Wu Ruo no tenía ánimo para hablar. Cuando el cuerpo de Pequeño Shui estuvo lo suficientemente caliente, insertó la aguja en el dorso de su mano y le entregó el frasco de medicina a Junxing.
—Vierte el líquido en el embudo tan lentamente como lo hice, hasta que se acabe.
Junxing asintió y lo tomó, ya que Wu Ruo no quería quedarse allí.
Luego, Wu Ruo se fue.
Old Hei y la Abuela Fantasma también se marcharon.
Aproximadamente una hora después, Pequeño Shui recuperó la conciencia y parecía un niño sano común.
—Pequeño Shui despertó —dijo el abuelo Pang con alegría.

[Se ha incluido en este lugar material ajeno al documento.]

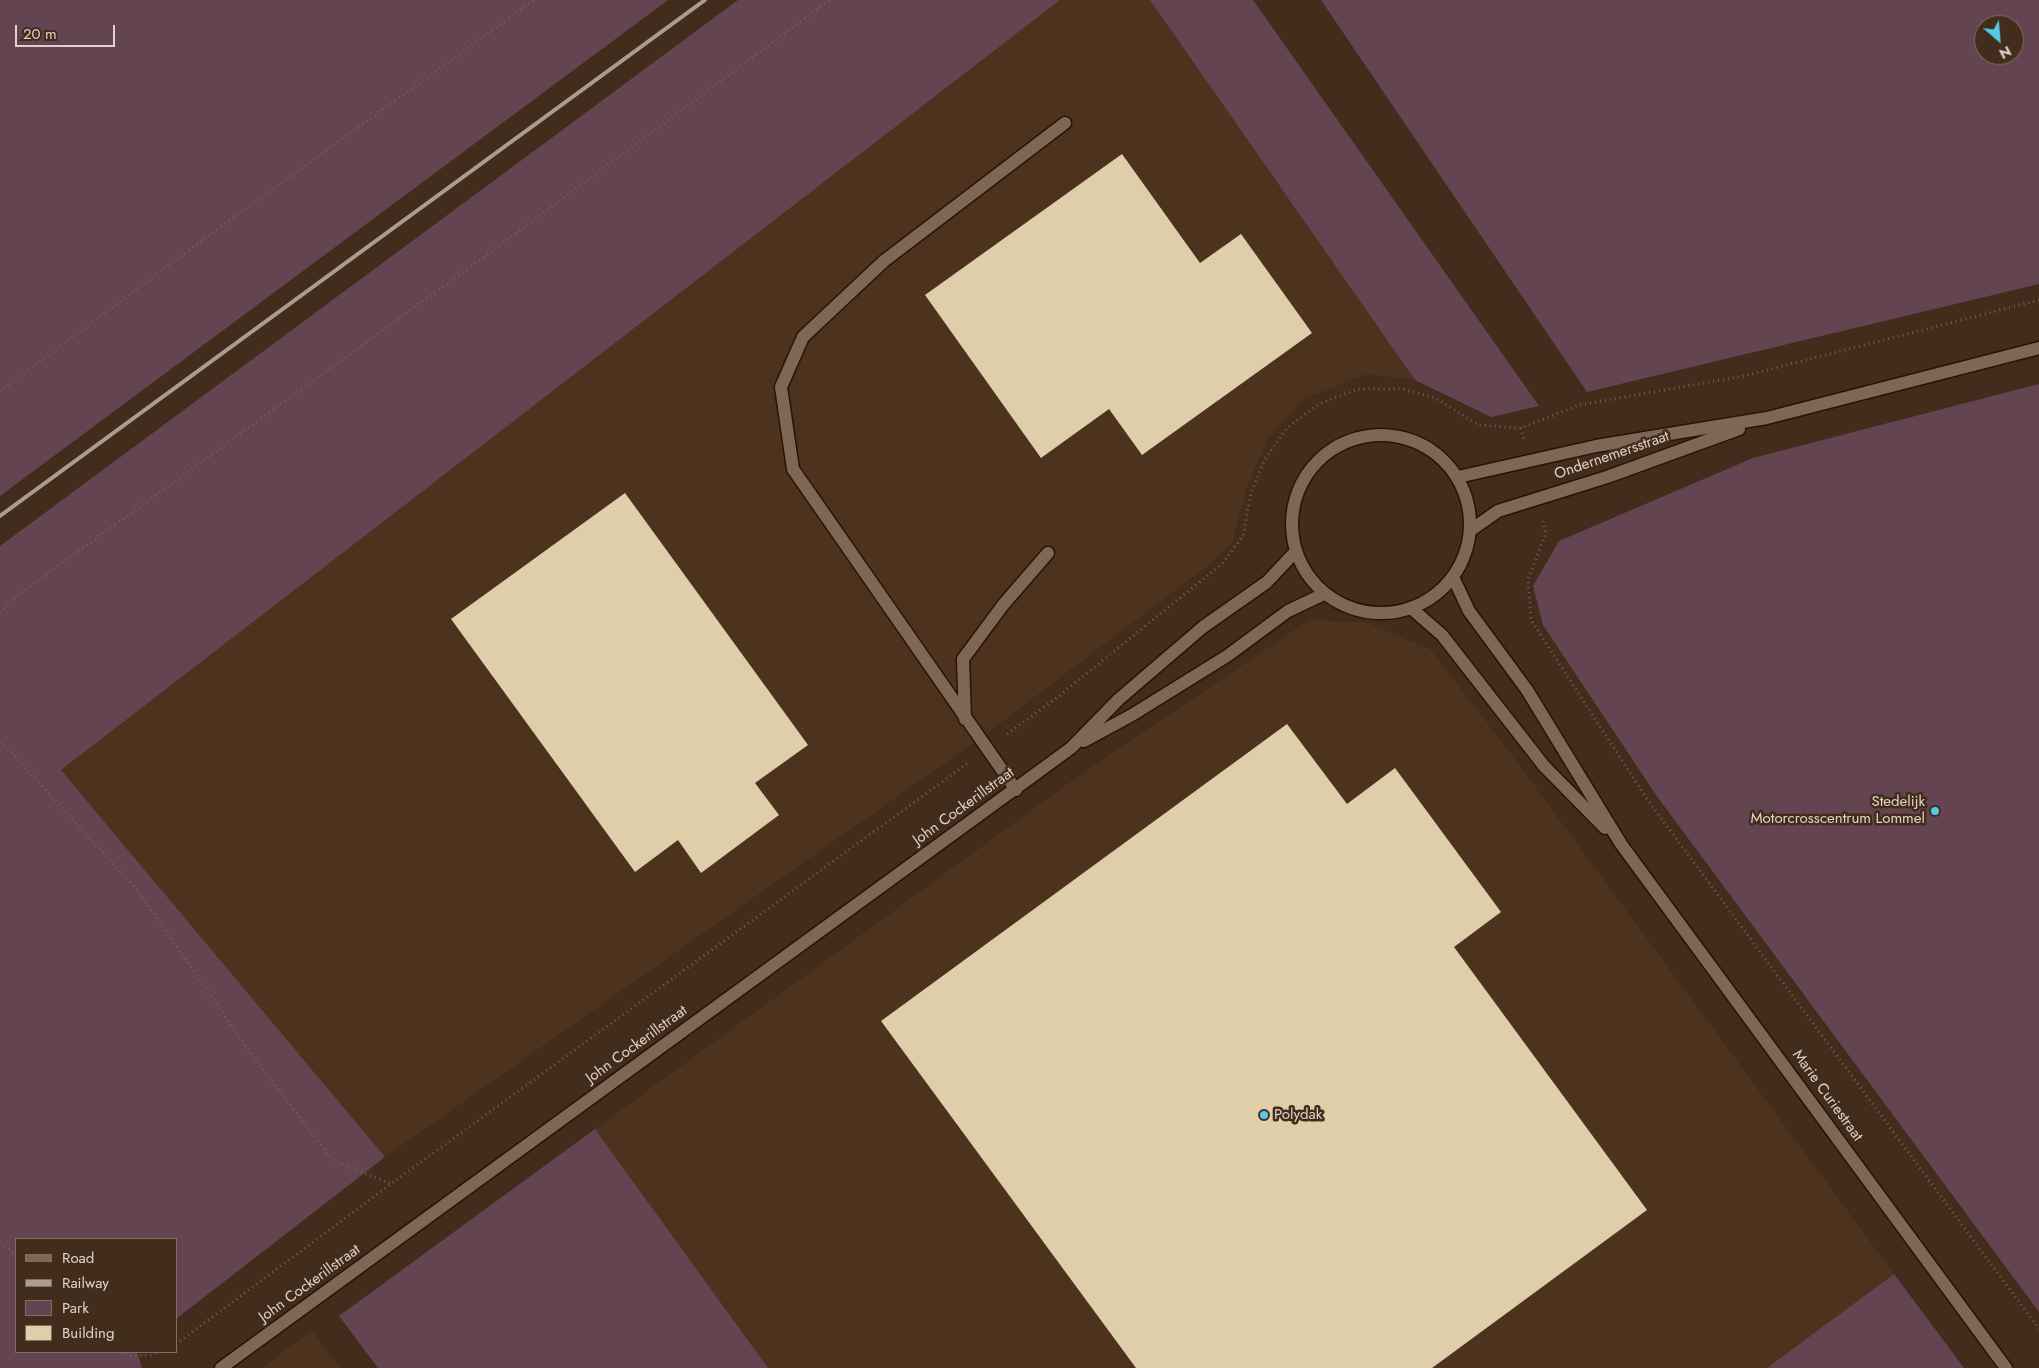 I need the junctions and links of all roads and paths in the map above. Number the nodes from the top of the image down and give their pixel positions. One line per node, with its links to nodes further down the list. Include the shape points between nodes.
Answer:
1 (534, 0): 5 (path)
2 (830, 0): 17 (path, via 481,259 21,593)
3 (1065, 123): 18 (street, via 884,261 803,337 781,387 793,469)
4 (2039, 348): 6 (street, Ondernemersstraat)
5 (0, 391)
6 (1767, 418): 8 (street, Ondernemersstraat, via 1596,446); 10 (street, Ondernemersstraat, via 1607,477)
7 (1522, 428): 8 (path)
8 (1530, 461): 9 (street, Ondernemersstraat)
9 (1458, 477): 11 (street, via 1468,503); 12 (street, via 1439,455 1414,440 1386,434 1357,437 1330,449 1309,469 1296,495 1290,523)
10 (1538, 498): 11 (street, Ondernemersstraat, via 1498,511); 26 (path, via 1546,533 1528,579 1531,620 1646,799)
11 (1471, 530): 14 (street, via 1465,554)
12 (1295, 552): 15 (street, via 1307,575); 20 (street, John Cockerillstraat, via 1267,582 1203,627 1119,699)
13 (1048, 553): 18 (street, via 1003,605 963,659)
14 (1453, 577): 16 (street, via 1434,596); 22 (street, via 1469,610 1527,690)
15 (1324, 594): 16 (street, via 1351,609 1381,614); 20 (street, John Cockerillstraat, via 1288,611 1227,656 1132,715)
16 (1411, 608): 22 (street, via 1442,635 1544,766)
17 (0, 613)
18 (965, 719): 21 (street)
19 (0, 744): 23 (path, via 138,891 254,1058 333,1160)
20 (1071, 748): 21 (street, John Cockerillstraat)
21 (1016, 790): 29 (street, John Cockerillstraat)
22 (1620, 844): 30 (street, Marie Curiestraat)
23 (391, 1184)
24 (0, 1243): 25 (path)
25 (15, 1255)
26 (2039, 1329)
27 (123, 1353): 28 (path, via 130,1356)
28 (156, 1353)
29 (222, 1368)
30 (2006, 1368)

Pero Junxing no estaba tan emocionado como antes. Dejó el frasco y salió del baño para buscar a Wu Ruo. Sin embargo, solo encontró un billete de cinco mil taeles de plata para el abuelo Pang y una carta para él.
En la carta se indicaban los cuidados a seguir una vez que Pequeño Shui despertara, y también se mencionaba que, incluso si la prueba era un éxito, el efecto solo duraría medio año. Wu Ruo no tenía una cura para el tratamiento posterior.
Cuando Junxing leyó la palabra “Adiós”, salió corriendo de la posada hacia la oficina del gobierno. Lamentablemente, no encontró a Wu Ruo por más que lo buscó.
Junxing salió decepcionado de la oficina, sosteniendo la carta en la mano.
—Mi señor —Shen Song vio a Junxing desde la distancia. Se acercó y preguntó—: ¿Dónde estuvo ayer? ¡Lo he estado buscando por todas partes!
Junxing levantó la mirada.
Shen Song se sobresaltó al ver sus ojos enrojecidos por la ira. Hacía mucho tiempo que no lo veía así.
—Mi señor… ¿qué le ocurre? ¿Quién lo hizo enfadar tanto? ¡Dígamelo! ¡Me vengaré por usted!
Junxing pateó a la bestia demoníaca que montaba. La bestia gritó de dolor y salió disparada.
Shen Song tuvo que saltar de ella. La bestia chocó contra una pared con un fuerte golpe y cayó al suelo, muerta.
Junxing dijo con frialdad:
—Saca a la pareja Big Pang de la prisión, sin importar el método que uses. Yo me encargaré de “tratarlos bien”.
—Sí —respondió Shen Song.
¿Quiénes eran esa pareja? ¿Por qué habían enfurecido tanto a Junxing?
Junxing regresó a la oficina del gobierno.
—¿A dónde va? —preguntó Shen Song con ansiedad.
Junxing no le respondió. Se abrió paso entre la gente y abandonó la Ciudad Chi.